* REQUIRED WORK
Check each line of the entries. Copy the ones that contain the string "dead".

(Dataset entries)
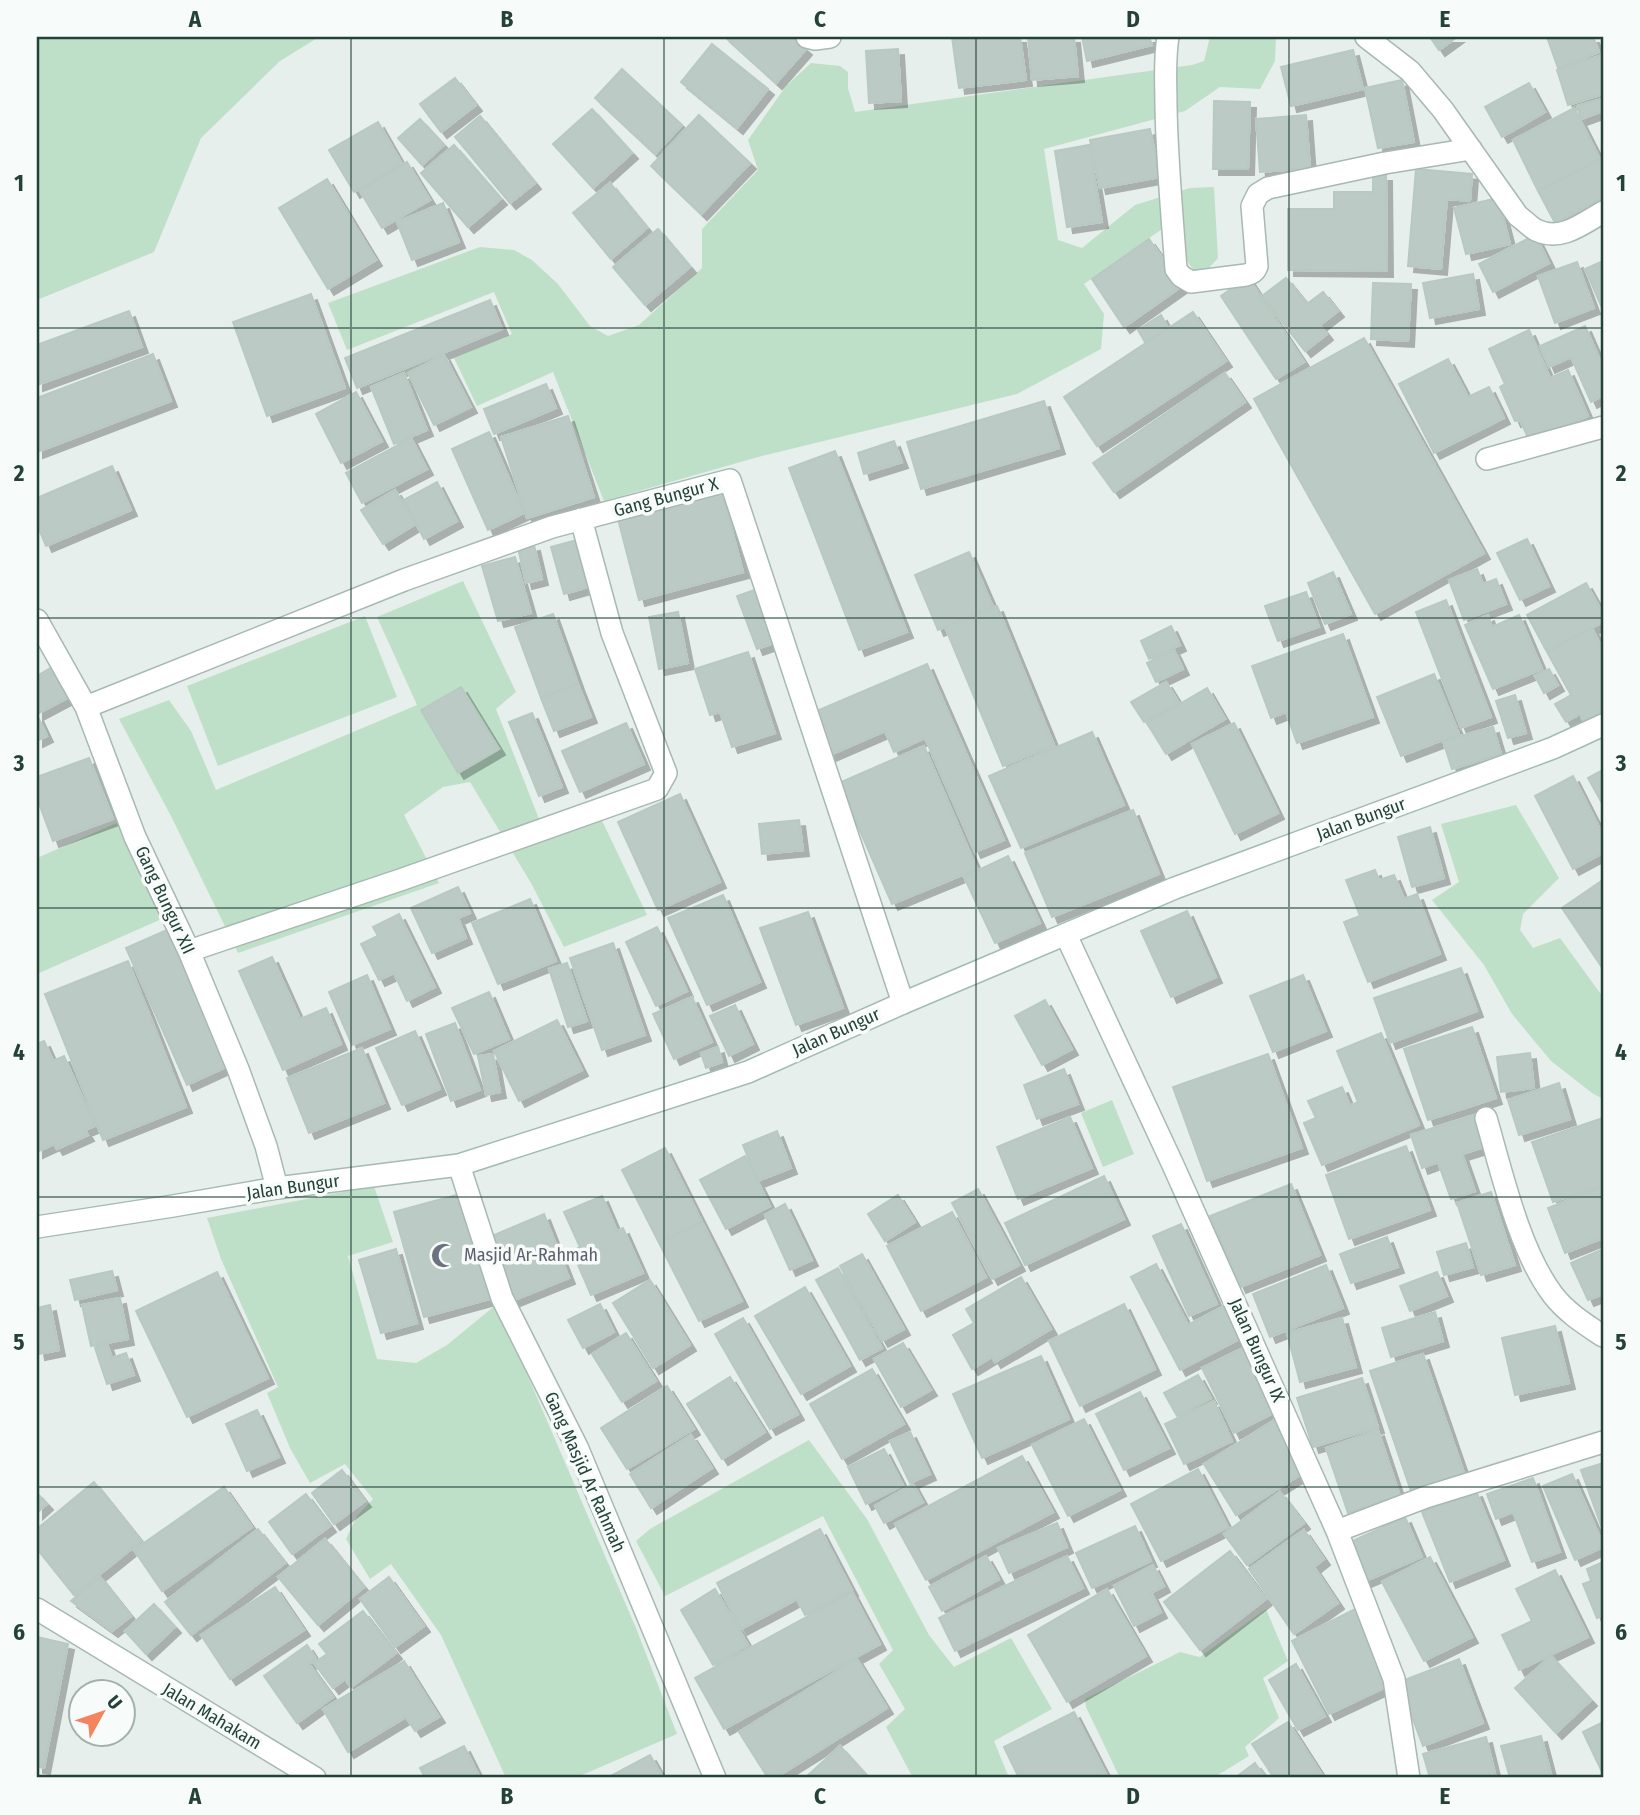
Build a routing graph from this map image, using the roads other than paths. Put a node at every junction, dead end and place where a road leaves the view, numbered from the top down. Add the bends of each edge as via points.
1 (807, 37) edge
2 (830, 37) edge
3 (1168, 37) edge
4 (1366, 37) edge
5 (1471, 149) junction
6 (1603, 212) edge
7 (1603, 427) edge
8 (1487, 460) dead end
9 (581, 519) junction
10 (37, 620) edge
11 (86, 707) junction
12 (1603, 725) edge
13 (1066, 935) junction
14 (189, 951) junction
15 (903, 1003) junction
16 (1486, 1118) dead end
17 (459, 1165) junction
18 (277, 1188) junction
19 (37, 1227) edge
20 (1603, 1336) edge
21 (1603, 1442) edge
22 (1337, 1531) junction
23 (37, 1609) edge
24 (315, 1778) edge
25 (715, 1778) edge
26 (1409, 1778) edge

1 - 2 street
3 - 5 street via 1167,125 1176,269 1191,282 1246,275 1256,269 1252,206 1268,188
4 - 5 street via 1410,71
5 - 6 street via 1518,216 1535,229 1554,235 1569,232
7 - 8 street
9 - 11 street, Gang Bungur X via 404,580
9 - 14 street via 612,633 666,774 657,789
9 - 15 street, Gang Bungur X via 730,480
10 - 11 street, Gang Bungur XII
11 - 14 street, Gang Bungur XII via 135,837
12 - 13 street, Jalan Bungur via 1553,748 1175,888
13 - 15 street, Jalan Bungur
13 - 22 street, Jalan Bungur IX
14 - 18 street, Gang Bungur XII via 238,1069
15 - 17 street, Jalan Bungur via 748,1072
16 - 20 street via 1530,1255 1553,1295 1573,1317
17 - 18 street, Jalan Bungur
17 - 25 street, Gang Masjid Ar Rahmah via 502,1298 578,1449
18 - 19 street, Jalan Bungur
21 - 22 street via 1426,1497
22 - 26 street, Jalan Bungur IX via 1394,1679
23 - 24 street, Jalan Mahakam

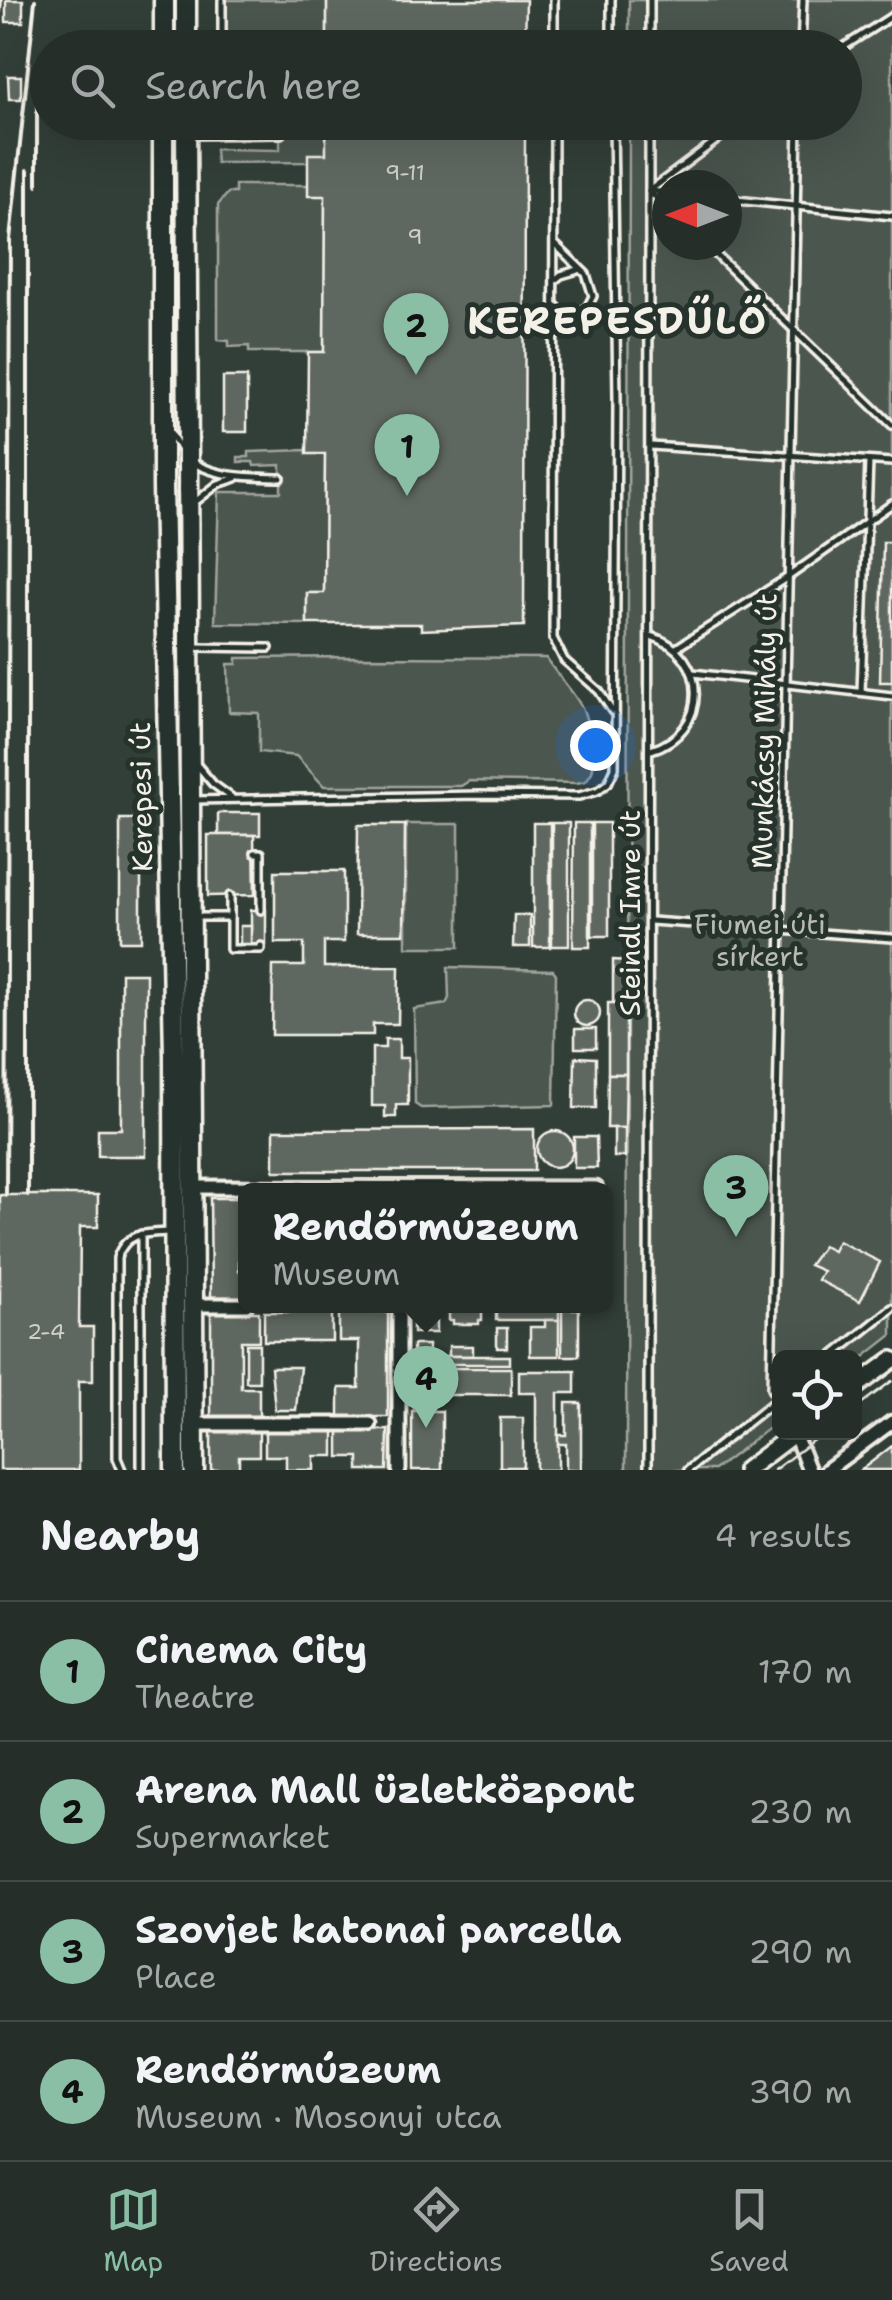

* RESULT FOR THIS TASK
Build a routing graph from this map image, using the roads other than paths. Put a node at every junction, dead end and place where a road leaves the view, numbered from the top down. Add the bends of each edge as via points.
8 (1487, 460) dead end
16 (1486, 1118) dead end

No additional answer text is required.